Proposal targets rowdy drinkers on peninsula

Law would require some establishments that serve alcohol after 11 p.m. to get a new license.

January 08, 2011|By Mike Reicher,

There's just something about living by the beach that makes people a little more rowdy, especially when they're walking home late from Balboa Peninsula bars.

That's what Mary Bryant has surmised after the many years she's listened to drunks yelling as she tries to sleep in her West Newport bedroom, she said.

Now, the police officials are hoping they'll have another way to control just how rowdy people get.

On Tuesday the City Council will vote on a new law that would require new bar and restaurant owners who serve alcohol and want to stay open past 11 p.m., allow dancing or live entertainment, to apply for a license with the Police Department.


With the cops able to revoke licenses for misbehaving bars, it places police brass in the delicate position of balancing business needs with neighbors' complaints and public safety concerns.

"We don't want to stand in the way of business," said Capt.

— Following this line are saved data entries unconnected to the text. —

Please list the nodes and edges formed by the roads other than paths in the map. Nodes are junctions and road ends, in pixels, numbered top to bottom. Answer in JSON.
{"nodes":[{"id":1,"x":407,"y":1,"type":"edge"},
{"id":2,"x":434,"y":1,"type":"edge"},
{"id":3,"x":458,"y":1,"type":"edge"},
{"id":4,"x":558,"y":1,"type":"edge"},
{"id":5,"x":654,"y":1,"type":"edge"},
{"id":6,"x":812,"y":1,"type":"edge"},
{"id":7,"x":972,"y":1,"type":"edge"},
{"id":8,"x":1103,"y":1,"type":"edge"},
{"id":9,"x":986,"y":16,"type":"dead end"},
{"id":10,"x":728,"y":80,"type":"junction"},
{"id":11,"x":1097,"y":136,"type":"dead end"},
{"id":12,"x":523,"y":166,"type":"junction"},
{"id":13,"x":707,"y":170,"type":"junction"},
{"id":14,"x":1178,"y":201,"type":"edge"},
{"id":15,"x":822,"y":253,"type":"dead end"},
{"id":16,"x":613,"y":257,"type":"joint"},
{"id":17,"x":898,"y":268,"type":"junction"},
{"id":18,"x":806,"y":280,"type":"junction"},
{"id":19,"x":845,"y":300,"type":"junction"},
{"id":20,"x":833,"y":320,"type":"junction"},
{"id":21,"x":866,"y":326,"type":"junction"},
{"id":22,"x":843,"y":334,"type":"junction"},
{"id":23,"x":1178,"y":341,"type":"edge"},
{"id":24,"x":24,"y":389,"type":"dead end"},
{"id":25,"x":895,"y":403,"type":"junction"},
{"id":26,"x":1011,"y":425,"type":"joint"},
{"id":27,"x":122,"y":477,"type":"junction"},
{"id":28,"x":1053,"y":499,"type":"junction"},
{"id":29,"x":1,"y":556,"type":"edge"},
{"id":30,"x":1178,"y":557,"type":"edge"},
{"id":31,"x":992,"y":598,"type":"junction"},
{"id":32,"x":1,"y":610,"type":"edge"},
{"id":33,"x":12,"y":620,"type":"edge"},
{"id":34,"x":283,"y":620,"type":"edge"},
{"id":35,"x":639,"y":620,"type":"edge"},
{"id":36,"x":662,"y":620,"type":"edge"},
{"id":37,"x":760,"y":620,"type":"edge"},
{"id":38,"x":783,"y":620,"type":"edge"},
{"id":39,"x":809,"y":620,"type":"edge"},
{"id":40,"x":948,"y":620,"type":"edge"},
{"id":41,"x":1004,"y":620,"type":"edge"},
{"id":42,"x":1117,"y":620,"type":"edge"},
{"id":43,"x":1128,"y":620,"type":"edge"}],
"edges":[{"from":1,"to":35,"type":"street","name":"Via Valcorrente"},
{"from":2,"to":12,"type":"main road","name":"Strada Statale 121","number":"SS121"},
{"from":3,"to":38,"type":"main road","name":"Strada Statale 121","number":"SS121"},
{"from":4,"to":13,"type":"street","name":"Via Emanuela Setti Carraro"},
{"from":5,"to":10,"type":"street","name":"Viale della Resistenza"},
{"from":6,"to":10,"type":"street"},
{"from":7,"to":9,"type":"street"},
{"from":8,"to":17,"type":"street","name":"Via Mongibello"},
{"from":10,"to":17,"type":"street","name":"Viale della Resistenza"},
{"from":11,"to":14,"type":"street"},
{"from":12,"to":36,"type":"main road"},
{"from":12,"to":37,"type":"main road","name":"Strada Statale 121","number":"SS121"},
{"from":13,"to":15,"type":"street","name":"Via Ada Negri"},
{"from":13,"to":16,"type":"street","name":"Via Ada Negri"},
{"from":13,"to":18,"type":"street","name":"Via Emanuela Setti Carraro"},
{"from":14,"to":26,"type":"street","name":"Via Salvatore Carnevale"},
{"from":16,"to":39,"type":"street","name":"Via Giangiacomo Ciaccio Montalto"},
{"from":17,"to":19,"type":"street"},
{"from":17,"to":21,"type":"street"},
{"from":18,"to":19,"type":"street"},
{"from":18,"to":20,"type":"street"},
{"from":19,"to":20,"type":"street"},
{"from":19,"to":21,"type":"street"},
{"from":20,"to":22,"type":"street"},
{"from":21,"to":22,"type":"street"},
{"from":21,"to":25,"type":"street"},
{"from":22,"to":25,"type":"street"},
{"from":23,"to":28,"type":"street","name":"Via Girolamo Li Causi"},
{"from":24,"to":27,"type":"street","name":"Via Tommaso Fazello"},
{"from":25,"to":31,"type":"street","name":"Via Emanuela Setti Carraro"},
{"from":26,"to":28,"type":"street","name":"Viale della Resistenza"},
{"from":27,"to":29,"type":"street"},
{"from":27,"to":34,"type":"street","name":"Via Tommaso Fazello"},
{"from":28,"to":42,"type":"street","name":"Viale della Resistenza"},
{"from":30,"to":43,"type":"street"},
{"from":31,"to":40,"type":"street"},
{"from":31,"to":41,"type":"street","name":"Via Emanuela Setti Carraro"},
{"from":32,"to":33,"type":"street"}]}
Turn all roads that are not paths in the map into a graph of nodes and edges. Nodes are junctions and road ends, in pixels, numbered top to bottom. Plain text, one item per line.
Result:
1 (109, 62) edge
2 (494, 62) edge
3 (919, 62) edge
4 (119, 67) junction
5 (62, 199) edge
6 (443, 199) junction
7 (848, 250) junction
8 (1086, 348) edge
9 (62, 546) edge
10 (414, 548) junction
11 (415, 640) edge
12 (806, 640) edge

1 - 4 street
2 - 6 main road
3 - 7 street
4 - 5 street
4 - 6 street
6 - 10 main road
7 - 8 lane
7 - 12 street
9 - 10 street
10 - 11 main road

Craig Fox of the Newport Beach Police. "But we have to balance it with the safety and security of the community, and our service levels."

Even the sleepless Bryant, who hadn't read the new proposal, was reluctant to support more rules for businesses."It is a tough problem," she said. "We cannot have too many rules and regulations. If we could just live within the law and be good neighbors…"

The new license would allow the city to control noise, loitering, litter, disorderly conduct and parking concerns more strictly. It was prompted by problems of overcrowding, assaults, public drunkenness, public urination, and others nuisances, according to an April report by city staff.

Ali Zadeh, owner of the Port Restaurant & Bar in Corona del Mar, has dealt with angry neighbors. Right now, he has to close at midnight, but he applied with the city to stay open until 1 a.m. Going through the current administrative process was a hassle, he said.

"It would be more clear, at least people would know what they have to go through," Zadeh said.

Operating hours and other restrictions would be set on a case-by-case basis, Capt. Fox said. When reviewing a new application, the police would send an investigator to look at the business owner's past practices, and evaluate any problems with the current operation.

They'll evaluate how close businesses are to residences, at crime statistics, and if there is already a concentration of bars or nightclubs.

An example of an area that gets rowdy is the peninsula, Fox said: "It does draw a lot of police resources."